Cabildo de Gattás avala despojo: 24 ediles callan ante cobro ilegal de parquímetros
En el Ayuntamiento de Victoria, la ley tiene fecha de caducidad, pero la recaudación no. Bajo la gestión de Eduardo Gattás Báez, el Municipio ha convertido la vía pública en una caja chica que opera fuera de la legalidad. Pese a que el decreto del Congreso del Estado y el contrato de concesión con Victoria Meters S.A. de C.V. fenecieron formalmente en febrero de 2024, el alcalde mantiene el cobro de parquímetros con la complicidad absoluta del cuerpo colegiado: dos síndicos y 21 regidores que, por omisión o indiferencia, han permitido este atropello al bolsillo ciudadano.
La responsabilidad de vigilar la legalidad de los actos administrativos recae directamente en el Cabildo. Sin embargo, los representantes de Morena, PT, PAN, MC y PRI han guardado omisión sistemático mientras la administración de Gattás Báez continúa aplicando multas e inmovilizaciones sin un título de concesión vigente.
Esta inacción colectiva de los integrantes del cuerpo de síndicos y regidores ha facultado al alcalde para prolongar un esquema de recaudación que, en papel, ya no debería existir. Al no exigir un nuevo proceso de licitación ni frenar la operación de una empresa cuyo permiso de 15 años ya expiró, el Cabildo se convierte en corresponsable de un cobro que carece de sustento jurídico.


La anatomía del silencio administrativo
La investigación técnica revela que el decreto de 2008 fue contundente: la explotación de los espacios públicos tenía un límite improrrogable de 15 años. Al cumplirse el plazo en febrero de 2024, el sistema debió ser municipalizado o licitado nuevamente. En su lugar, el gobierno de Eduardo Gattás optó por la inercia, permitiendo que la empresa siga reteniendo el 60 por ciento de los ingresos brutos.

El blindaje que el Municipio no quiso romper
El contrato original heredado de 2009 incluía una cláusula de “salida” costosa: si el municipio cancelaba de forma anticipada, debía pagar cinco años de ingresos proyectados. No obstante, al llegar al vencimiento natural del plazo en 2024, esa protección desapareció.

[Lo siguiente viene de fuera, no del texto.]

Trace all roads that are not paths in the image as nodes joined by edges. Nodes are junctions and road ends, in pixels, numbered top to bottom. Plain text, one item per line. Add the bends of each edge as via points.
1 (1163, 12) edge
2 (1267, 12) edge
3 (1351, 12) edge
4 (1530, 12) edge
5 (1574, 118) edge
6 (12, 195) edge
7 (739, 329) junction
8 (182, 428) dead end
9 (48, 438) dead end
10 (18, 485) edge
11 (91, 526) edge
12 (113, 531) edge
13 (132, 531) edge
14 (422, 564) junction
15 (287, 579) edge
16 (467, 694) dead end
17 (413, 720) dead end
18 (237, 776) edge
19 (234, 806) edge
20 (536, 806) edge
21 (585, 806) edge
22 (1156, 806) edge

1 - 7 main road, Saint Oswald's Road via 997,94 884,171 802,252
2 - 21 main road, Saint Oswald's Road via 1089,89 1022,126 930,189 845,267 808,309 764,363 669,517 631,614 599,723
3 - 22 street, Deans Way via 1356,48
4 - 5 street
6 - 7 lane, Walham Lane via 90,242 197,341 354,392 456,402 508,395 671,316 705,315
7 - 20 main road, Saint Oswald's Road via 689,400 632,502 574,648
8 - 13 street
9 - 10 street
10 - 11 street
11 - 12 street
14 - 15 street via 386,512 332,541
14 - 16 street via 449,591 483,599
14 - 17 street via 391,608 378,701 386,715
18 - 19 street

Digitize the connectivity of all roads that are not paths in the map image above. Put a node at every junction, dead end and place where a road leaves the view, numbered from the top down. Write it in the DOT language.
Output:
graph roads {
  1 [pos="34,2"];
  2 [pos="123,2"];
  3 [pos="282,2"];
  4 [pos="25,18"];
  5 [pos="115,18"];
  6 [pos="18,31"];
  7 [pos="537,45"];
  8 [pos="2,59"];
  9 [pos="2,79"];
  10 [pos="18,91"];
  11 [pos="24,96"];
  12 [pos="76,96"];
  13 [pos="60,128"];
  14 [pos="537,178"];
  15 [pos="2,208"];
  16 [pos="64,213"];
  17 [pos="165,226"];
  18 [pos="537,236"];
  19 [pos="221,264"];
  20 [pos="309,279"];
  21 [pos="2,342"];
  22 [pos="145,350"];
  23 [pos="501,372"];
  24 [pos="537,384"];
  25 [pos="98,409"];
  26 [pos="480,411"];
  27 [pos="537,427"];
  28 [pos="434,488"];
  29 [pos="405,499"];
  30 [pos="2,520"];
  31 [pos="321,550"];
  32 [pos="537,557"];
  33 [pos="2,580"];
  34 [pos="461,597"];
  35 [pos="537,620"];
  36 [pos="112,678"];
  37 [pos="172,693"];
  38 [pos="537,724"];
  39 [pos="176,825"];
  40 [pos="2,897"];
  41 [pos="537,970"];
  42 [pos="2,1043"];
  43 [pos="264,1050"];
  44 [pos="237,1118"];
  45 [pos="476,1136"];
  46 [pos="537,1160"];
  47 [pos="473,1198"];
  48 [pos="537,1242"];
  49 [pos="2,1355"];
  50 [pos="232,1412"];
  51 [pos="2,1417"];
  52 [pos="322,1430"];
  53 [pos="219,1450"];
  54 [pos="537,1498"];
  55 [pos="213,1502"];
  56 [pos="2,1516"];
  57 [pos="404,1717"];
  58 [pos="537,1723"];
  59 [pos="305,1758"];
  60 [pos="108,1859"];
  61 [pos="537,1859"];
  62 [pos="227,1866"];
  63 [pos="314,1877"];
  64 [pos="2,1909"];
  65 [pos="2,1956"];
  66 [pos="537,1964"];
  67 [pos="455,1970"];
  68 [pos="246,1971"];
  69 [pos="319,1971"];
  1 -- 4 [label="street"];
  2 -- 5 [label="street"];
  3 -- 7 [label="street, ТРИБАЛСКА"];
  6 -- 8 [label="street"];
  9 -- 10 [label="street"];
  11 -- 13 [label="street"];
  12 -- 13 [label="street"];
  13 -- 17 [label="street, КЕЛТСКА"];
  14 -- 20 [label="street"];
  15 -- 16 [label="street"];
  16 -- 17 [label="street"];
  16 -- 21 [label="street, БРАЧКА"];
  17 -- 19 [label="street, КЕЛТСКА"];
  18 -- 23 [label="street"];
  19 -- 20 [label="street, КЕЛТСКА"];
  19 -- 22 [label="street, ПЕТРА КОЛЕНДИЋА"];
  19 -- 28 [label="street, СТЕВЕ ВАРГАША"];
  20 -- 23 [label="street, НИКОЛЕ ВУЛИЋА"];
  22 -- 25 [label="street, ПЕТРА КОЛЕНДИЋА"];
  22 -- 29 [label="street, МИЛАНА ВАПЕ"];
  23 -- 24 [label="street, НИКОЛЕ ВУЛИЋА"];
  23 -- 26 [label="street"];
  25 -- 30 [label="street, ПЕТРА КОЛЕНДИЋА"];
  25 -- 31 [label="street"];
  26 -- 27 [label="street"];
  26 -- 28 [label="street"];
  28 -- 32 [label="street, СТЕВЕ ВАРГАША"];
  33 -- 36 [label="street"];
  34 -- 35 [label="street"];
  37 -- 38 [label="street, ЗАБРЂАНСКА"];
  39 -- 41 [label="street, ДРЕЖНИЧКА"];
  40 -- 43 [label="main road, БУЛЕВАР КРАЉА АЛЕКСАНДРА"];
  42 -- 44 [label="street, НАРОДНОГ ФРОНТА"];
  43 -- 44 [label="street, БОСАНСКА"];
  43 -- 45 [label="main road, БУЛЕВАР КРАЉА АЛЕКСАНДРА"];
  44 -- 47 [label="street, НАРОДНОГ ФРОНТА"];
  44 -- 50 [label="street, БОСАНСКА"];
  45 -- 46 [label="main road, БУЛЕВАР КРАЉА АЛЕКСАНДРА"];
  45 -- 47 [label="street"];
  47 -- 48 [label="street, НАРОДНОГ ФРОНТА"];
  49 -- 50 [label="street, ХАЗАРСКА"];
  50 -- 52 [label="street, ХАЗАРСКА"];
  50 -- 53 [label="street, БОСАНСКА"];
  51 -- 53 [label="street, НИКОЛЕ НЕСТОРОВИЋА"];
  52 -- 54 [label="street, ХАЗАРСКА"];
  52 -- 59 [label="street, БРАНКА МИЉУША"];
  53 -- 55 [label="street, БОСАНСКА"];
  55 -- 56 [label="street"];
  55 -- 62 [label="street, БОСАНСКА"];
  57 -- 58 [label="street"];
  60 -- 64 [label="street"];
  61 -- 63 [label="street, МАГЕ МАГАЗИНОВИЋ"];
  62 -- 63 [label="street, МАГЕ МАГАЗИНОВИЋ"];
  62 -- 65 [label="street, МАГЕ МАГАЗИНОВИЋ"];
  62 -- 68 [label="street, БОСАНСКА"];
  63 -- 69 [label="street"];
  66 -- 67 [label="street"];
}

La administración de Gattás tuvo la oportunidad legal de recuperar el control total de los parquímetros, y con ello el cien por ciento de los ingresos, sin costo alguno para el erario. En lugar de eso, la complacencia del alcalde y sus regidores permitió que el particular siga usufructuando la vía pública, manteniendo el rezago técnico de un sistema que solo acepta monedas y que no ha cumplido con la modernización pactada hace más de década y media.
Al ser cuestionada sobre el tema, la primera síndica del Ayuntamiento, Lili García Fuentes, reconoció que el Cabildo de Victoria no ha aprobado ninguna prórroga ni extensión del contrato de parquímetros. Aun así, el cobro continúa. Sin embargo, aún así permiten que el alcalde continúe esta práctica; además que cualquier ampliación de la concesión tendría que ser autorizada por el Congreso de Tamaulipas, lo que hasta ahora no ha ocurrido, dejando en evidencia que el esquema opera sin un respaldo legal vigente.
Por su parte, el presidente del Congreso de Tamaulipas, el diputado Humberto Prieto Herrera, señaló que el Poder Legislativo no ha recibido ninguna solicitud relacionada con una posible extensión del contrato de parquímetros en la capital del estado.
Recaudación por encima de la Ley
La vigencia de las leyes no es opcional, pero en Ciudad Victoria se aplica de forma discrecional. Mientras el Ayuntamiento exige el cumplimiento de reglamentos de tránsito y comercio, ignora el vencimiento de su propio permiso legislativo para cobrar por estacionarse.
Sin un nuevo contrato publicado y sancionado por el Cabildo, cada infracción aplicada por los trabajadores de Victoria Meters constituye un acto de autoridad sin fundamento. El silencio de los regidores de todas las fuerzas políticas no solo valida la opacidad de Gattás Báez, sino que deja al ciudadano en total estado de indefensión ante una autoridad que recauda por costumbre y no por derecho.